Unfortunately, TEPCO waited until a severe emergency arose to  finally report how bad things really are with this latest  groundwater issue…if we are even being told the truth.  Historically, everything TEPCO says always turns out to be much  worse than they initially admit.

  ‘Unfortunately there is no one better qualified to deal with this  than the Russians, despite their own shortcomings’

 

I think the best chance of success is…that experts around the  world drop everything they are doing to work on this problem, and  have Russia either lead the containment effort or consult with  them closely. They have the most experience, they have decades of  data. They took their accident seriously and made a Herculean  effort to contain it.

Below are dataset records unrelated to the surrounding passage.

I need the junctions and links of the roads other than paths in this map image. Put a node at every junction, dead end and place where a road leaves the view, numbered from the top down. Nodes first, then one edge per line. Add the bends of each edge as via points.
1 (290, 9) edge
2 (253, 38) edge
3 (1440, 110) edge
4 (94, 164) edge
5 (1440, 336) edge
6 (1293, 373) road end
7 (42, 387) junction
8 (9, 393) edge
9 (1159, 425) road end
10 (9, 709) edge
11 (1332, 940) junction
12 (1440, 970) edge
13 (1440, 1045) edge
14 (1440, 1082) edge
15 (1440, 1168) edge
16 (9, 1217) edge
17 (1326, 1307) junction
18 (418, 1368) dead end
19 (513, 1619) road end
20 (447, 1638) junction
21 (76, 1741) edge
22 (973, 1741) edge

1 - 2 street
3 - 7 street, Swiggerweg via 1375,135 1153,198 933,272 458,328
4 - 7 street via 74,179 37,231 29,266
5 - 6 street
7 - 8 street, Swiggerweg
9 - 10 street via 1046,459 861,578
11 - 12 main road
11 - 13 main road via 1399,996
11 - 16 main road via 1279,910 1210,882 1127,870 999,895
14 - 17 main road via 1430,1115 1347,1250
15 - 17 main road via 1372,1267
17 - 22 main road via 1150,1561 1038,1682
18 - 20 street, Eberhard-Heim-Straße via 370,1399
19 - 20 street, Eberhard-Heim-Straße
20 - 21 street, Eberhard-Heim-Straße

Of course we also know the Chernobyl accident was wrought with  deception and lies as well, and some of that continues to this  day, especially in terms of the ongoing health effects of  children in the region, and monstrous birth defects.  Unfortunately there is no one better qualified to deal with this  than the Russians, despite their own shortcomings. Gorbachev  tried to make up for his part in the cover-up of Chernobyl by  opening orphanages throughout the region to deal with the  affected children.

 

But as far as Fukushima goes, the only thing that matters now is  if world leaders and experts join forces to help fix  this situation. Regardless of what agendas they are trying to  protect or hide, how much it will cost, the effect on Japan or  the world’s economy, or what political chains this will yank.

The nuclear industry needs to come clean. If this leads to every  reactor in the world being shut down, so be it. If the world  governments truly care about their people and this planet, this  is what needs to be done.

Renowned theoretical physicist Michio Kaku stated  in an interview a few weeks after the initial accident that   “TEPCO is literally hanging on by their fingernails.” They still  are, and always have been. The Japanese have proven time and time  again they are not capable of handling this disaster. Now we are  entrusting them to execute the most dangerous fuel removal in  history.

We are extremely lucky that this apocalyptic scenario hasn’t  happened yet, considering the state of Reactor 4. But for many,  it is already too late. The initial explosions and spent fuel  pool fires may have already sealed the fate of millions of  people. Time will tell. Anyone who tells you otherwise is not  being honest, because there is just no way to know.